In an industrial section of Los Angeles, a fantasy jungle grows inside a warehouse. Populated by animatronic topiary dinosaurs, talking plastic parrots, and an autonomous AI personality named Tessa, this steampunk theme park houses Lost Spirits Distillery. Here, ideas about whisky—and whisky itself—are deliberately challenged, broken apart, and remade.
Lost Spirits founder Bryan Davis ushers me aboard a flat-bottomed wooden boat, which he pilots through darkness filled with simulated thunder and wind, toward an “island” of tiny fermenters and pot stills topped with dragon heads. Here, behind a heavy wooden door, in a starkly bare room, futuristic-looking devices emit otherworldly bright light, while hoses snake like tentacles to the ceiling. It all appears too outlandish to be true, but Davis has a slightly mad twinkle in his eyes and chuckles as he tells me, “One thing you’ll catch as you go through this: all the jokes are real.” It would be easy to dismiss Davis as a showman, or even a charlatan, were it not for his whiskies.
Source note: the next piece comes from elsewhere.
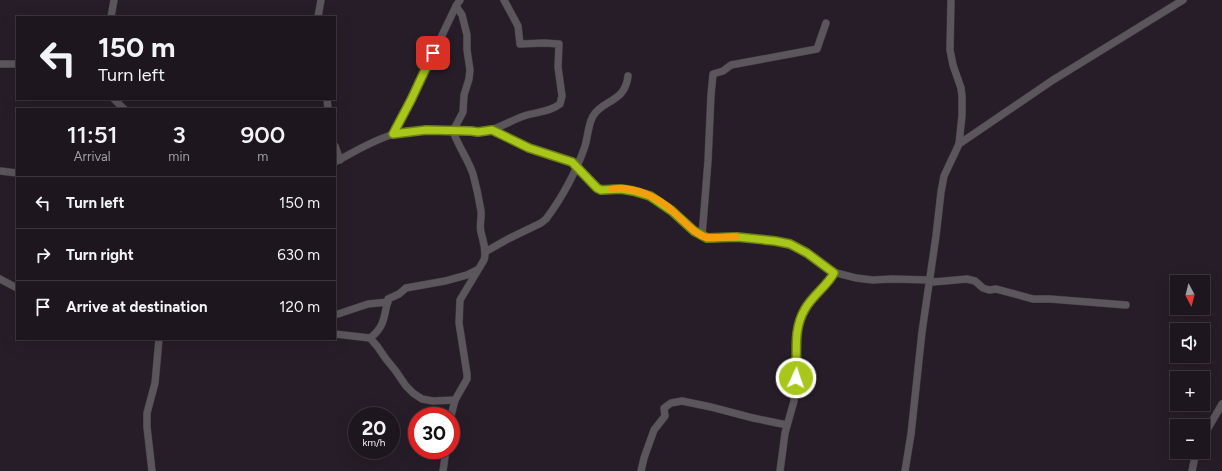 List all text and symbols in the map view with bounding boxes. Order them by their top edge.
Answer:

The first “joke:” Abomination, a peated malt whisky, tastes much like 10 year old Islay single malt, but it’s just 18 months old. The “whisky” (technically a “specialty and proprietary spirit,” per the Alcohol and Tobacco Tax and Trade Bureau) is distilled in Scotland and processed using the sci-fi contraptions, which Davis calls reactors. The machines harness light and wood to fully mature unaged or partially aged spirit in just a few days. Tasted blind alongside peated scotches that have spent years in a barrel, Abomination holds its own.
“I’m not going to out-Laphroaig Laphroaig,” Davis says, referring to the iconic peated Scotch whisky producer. “We wanted to use the technology to make something that Scotland can’t make—a whisky that was in the canon, familial-ish, but not something they could actually produce.” Abomination is processed with “late-harvest Riesling staves”—another joke. There is no such thing as a late-harvest Riesling stave, since the white wine rarely sees a barrel. Davis uses the wine to strip tannins from pieces of American oak before adding them to the reactor.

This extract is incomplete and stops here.